The quasar was spotted in the early universe, just 670 million years after the Big Bang. This glimpse of a radiant ancient relic across such vast distances and epochs challenges our assumptions about the evolution of supermassive black holes and the galaxies that host them in their cores.
The quasar’s central supermassive black hole, which clocks in at about 1.6 billion times the mass of the Sun, is surrounded by infalling stars and gas. The intense tidal forces that the black hole exerts on this material creates explosive outflows of ultra-luminous and superheated material that are being shot into deep space at up to 20 percent the speed of light.
Brilliant quasars have previously been discovered at these “high redshifts,” a term that refers to the apparent reddening of light waves across long distances. For that reason, Wang said in an email that the detection of the most distant quasar on record was “not a surprise” though he still called it “a very exciting discovery.”
“We have been hunting for these distant quasars in the past several years,” said Wang, who presented the new findings during a Tuesday press conference at the 237th meeting of the American Astronomical Society, which is being held virtually due to the coronavirus pandemic.
“Based on our understanding of distant quasars, we would expect there are a couple of quasars with similar luminosity that could be found at such a high redshift from the whole observable universe,” he added. “But the massive black hole in the center and the existence of extremely high velocity outflow (quasar wind) at a speed up to 20 percent of the speed of light is a bit of a surprise to me.”
Most black holes are forged from the explosion and collapse of huge stars; these objects may then form ever-larger supermassive black holes by merging with each other. But the newly discovered quasar, named J0313- 1806, is so immense that scientists aren’t sure how it could have coalesced so quickly in the early universe.
Wang and his colleagues first identified the quasar in data collected by Pan-STARRS1 and the UKIRT Hemisphere Survey, and then followed up with high-precision observations captured by the Keck Observatory and Gemini North atop Hawaii’s Mauna Kea.
Because of its enormous energy output and unrivaled distance, J0313–1806 “is an ideal target for investigating the assembly of the earliest [supermassive black holes] and their massive host galaxies” with future high-resolution observations, according to the study.
“Our current observations are limited by the spatial resolution and the sensitivity,” Wang explained. “We really need the upcoming James Webb Space Telescope (JWST) to give a more detailed investigation of the assembly of the [supermassive black hole] and its host galaxy.”
Currently due for launch in October, JWST will be about 100 times more sensitive than the Hubble Space Telescope, and will also provide three-dimension information—called integral field spectroscopy (IFS)—about distant objects such as J0313–1806.
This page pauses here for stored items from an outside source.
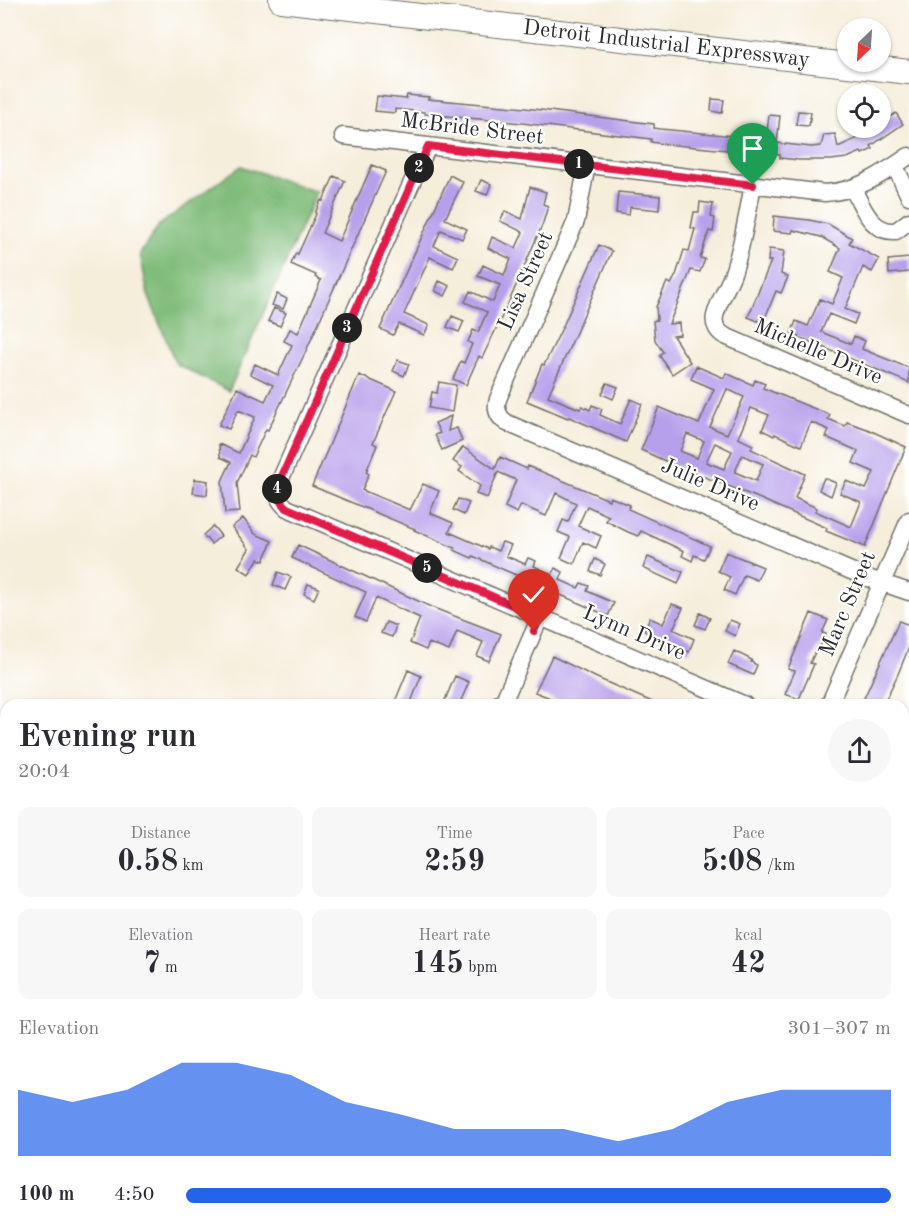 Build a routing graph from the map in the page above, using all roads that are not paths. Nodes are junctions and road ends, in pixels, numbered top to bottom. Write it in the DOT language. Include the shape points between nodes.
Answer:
graph roads {
  1 [pos="281,0"];
  2 [pos="907,72"];
  3 [pos="343,136"];
  4 [pos="428,146"];
  5 [pos="902,161"];
  6 [pos="587,165"];
  7 [pos="753,185"];
  8 [pos="853,189"];
  9 [pos="909,196"];
  10 [pos="909,221"];
  11 [pos="498,412"];
  12 [pos="909,415"];
  13 [pos="909,520"];
  14 [pos="882,583"];
  15 [pos="909,592"];
  16 [pos="540,617"];
  17 [pos="504,699"];
  18 [pos="731,699"];
  19 [pos="832,699"];
  1 -- 2 [label="highway, Detroit Industrial Expressway"];
  3 -- 4 [label="street, McBride Street"];
  4 -- 6 [label="street, McBride Street"];
  4 -- 16 [label="street, Lynn Drive" via="278,485 278,497 287,508"];
  5 -- 8 [label="street, McBride Street"];
  5 -- 9 [label="street"];
  6 -- 7 [label="street, McBride Street"];
  6 -- 11 [label="street, Lisa Street" via="576,221 498,399"];
  7 -- 8 [label="street, McBride Street" via="825,192"];
  7 -- 12 [label="street, Michelle Drive" via="739,255 715,316 718,330"];
  8 -- 10 [label="street" via="871,220 884,230 899,230"];
  11 -- 14 [label="street, Julie Drive" via="507,423"];
  13 -- 14 [label="street, Marc Street"];
  14 -- 15 [label="street, Julie Drive"];
  14 -- 19 [label="street, Marc Street"];
  16 -- 17 [label="street"];
  16 -- 18 [label="street, Lynn Drive"];
}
“The IFS observations from JWST will allow us to map the kinematic motion of gas in the quasar host galaxy and the gas from the quasar outflow” which will “provide more clues about how those gases are interacting with each other, how the outflow is affecting the star formation in the quasar host galaxy, and how the gas is feeding the central black hole,” Wang said.
Not only will this reveal new secrets about this specific quasar and its gargantuan black hole, it could also shed light on some of the broader mysteries of the universe’s infancy.
“One important thing we did not mention too much is that such distant quasars could be used to study cosmic reionization, the last major transition phase of our universe,” Wang said.
“It can also help us to understand how the metal (elements heavier than helium) were produced in the early universe,” he concluded.